Your answer should be every line with the word "Whitfeld", copied from the data below.

──────── DATASET CONTENT

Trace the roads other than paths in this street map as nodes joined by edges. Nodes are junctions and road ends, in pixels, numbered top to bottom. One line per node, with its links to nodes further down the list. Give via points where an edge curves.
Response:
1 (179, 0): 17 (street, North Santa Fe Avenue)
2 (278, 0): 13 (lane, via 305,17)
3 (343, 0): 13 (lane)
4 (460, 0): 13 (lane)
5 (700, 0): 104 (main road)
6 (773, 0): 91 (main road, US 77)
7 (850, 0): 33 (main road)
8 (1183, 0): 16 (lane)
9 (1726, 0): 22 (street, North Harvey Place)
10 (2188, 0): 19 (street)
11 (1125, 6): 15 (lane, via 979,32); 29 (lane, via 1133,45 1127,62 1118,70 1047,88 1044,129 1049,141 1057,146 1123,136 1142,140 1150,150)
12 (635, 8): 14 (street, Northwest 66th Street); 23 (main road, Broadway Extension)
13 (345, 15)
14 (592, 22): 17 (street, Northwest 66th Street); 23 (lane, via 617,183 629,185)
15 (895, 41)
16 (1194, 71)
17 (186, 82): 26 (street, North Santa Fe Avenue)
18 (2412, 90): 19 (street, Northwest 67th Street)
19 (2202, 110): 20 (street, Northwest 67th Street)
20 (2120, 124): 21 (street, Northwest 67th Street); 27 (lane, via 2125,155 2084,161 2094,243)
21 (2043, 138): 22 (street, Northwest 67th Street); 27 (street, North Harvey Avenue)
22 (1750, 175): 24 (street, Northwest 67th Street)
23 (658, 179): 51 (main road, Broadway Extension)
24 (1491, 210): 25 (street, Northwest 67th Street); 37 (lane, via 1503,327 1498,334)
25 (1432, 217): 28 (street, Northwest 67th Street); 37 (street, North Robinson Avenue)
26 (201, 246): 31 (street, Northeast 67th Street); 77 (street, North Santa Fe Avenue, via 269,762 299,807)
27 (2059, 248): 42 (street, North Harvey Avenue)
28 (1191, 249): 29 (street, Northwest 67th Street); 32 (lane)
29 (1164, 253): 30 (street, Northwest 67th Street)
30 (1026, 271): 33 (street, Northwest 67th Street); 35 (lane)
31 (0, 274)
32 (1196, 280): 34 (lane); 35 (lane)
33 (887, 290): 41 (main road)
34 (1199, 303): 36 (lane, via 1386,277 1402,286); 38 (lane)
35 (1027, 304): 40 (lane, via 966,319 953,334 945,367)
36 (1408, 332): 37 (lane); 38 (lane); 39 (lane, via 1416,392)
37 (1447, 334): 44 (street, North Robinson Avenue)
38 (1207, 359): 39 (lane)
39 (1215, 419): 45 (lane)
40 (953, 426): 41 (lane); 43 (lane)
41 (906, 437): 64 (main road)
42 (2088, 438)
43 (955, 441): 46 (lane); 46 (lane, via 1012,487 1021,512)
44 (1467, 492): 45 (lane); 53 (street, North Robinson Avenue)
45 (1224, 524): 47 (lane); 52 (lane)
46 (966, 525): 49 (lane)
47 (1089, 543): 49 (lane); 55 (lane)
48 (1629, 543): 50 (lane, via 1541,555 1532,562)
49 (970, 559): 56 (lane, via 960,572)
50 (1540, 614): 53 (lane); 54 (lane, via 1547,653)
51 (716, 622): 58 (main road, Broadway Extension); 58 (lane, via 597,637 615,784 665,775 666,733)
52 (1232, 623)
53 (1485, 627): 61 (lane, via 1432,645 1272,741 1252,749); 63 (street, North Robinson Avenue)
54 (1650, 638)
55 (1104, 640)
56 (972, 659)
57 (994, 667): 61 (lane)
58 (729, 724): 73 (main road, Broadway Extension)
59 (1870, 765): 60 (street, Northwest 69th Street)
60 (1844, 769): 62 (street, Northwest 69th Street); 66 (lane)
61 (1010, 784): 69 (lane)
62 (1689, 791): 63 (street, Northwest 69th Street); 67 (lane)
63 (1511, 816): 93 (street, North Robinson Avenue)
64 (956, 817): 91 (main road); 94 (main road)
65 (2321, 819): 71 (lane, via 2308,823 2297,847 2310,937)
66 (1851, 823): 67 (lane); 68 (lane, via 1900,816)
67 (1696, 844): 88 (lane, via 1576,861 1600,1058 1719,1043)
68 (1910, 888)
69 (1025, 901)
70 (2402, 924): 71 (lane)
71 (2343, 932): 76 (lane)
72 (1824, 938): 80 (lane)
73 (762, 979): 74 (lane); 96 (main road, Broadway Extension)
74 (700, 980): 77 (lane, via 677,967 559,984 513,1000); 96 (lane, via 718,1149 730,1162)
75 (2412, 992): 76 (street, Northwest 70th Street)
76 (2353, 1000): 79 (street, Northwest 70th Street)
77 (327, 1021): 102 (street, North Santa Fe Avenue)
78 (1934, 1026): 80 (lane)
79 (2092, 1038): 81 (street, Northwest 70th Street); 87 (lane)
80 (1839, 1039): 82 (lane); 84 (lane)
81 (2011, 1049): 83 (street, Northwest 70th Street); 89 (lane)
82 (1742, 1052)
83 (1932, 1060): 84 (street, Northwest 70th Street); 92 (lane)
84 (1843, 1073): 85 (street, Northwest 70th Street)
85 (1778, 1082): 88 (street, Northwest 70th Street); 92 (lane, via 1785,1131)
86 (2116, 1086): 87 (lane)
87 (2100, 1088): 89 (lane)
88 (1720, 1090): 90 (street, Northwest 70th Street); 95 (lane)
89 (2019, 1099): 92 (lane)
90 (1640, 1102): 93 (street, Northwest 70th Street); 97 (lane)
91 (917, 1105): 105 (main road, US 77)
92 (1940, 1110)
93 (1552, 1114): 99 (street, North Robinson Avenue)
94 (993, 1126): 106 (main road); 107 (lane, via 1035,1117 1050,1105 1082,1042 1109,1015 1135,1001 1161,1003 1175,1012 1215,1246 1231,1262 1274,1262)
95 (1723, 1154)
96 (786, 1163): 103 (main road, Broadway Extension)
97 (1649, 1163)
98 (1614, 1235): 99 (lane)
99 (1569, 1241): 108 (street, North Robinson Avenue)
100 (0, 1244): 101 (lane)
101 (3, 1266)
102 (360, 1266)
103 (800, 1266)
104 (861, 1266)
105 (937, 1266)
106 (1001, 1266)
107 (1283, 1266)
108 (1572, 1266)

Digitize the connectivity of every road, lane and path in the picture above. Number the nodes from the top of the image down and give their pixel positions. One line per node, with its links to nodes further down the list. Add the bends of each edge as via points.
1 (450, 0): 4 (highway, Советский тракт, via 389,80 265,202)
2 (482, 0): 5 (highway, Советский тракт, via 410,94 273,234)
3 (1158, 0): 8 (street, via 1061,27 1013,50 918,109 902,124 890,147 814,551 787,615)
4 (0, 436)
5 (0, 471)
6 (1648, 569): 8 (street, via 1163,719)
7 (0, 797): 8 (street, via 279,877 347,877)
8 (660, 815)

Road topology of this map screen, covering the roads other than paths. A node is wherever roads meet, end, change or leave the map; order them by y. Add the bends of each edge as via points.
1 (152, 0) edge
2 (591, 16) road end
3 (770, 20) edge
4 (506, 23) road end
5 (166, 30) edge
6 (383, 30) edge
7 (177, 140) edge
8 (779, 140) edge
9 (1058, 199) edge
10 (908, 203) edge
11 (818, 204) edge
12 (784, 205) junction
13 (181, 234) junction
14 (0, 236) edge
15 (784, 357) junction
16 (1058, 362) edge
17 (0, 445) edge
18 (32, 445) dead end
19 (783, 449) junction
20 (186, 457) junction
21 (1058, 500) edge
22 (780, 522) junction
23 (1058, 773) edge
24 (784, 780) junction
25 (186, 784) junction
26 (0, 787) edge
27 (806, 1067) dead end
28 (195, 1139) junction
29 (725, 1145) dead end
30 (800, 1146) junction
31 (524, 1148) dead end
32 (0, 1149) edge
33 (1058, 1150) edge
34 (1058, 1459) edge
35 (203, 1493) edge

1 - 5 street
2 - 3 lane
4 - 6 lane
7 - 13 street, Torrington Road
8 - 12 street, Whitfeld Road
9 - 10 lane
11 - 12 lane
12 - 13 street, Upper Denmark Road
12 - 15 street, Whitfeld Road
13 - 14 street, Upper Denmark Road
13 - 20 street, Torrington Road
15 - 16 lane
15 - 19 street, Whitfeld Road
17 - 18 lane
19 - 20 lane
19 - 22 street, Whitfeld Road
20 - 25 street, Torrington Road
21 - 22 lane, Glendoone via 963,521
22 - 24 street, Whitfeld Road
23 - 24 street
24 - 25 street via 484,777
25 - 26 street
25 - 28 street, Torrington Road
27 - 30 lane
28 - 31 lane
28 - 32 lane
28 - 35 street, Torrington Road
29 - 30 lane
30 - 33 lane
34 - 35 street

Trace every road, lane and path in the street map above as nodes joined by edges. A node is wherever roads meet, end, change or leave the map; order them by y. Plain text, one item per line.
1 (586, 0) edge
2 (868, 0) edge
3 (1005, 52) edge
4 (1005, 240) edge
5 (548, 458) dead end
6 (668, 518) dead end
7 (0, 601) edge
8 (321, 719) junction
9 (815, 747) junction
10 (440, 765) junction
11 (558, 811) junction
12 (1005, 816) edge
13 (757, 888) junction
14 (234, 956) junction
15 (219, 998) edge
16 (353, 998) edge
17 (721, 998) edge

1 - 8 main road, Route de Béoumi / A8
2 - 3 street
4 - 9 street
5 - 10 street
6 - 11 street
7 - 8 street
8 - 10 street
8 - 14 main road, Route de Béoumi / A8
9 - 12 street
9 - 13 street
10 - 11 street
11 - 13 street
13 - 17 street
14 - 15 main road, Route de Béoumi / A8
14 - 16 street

────────────────

TASK RESPONSE:
8 - 12 street, Whitfeld Road
12 - 15 street, Whitfeld Road
15 - 19 street, Whitfeld Road
19 - 22 street, Whitfeld Road
22 - 24 street, Whitfeld Road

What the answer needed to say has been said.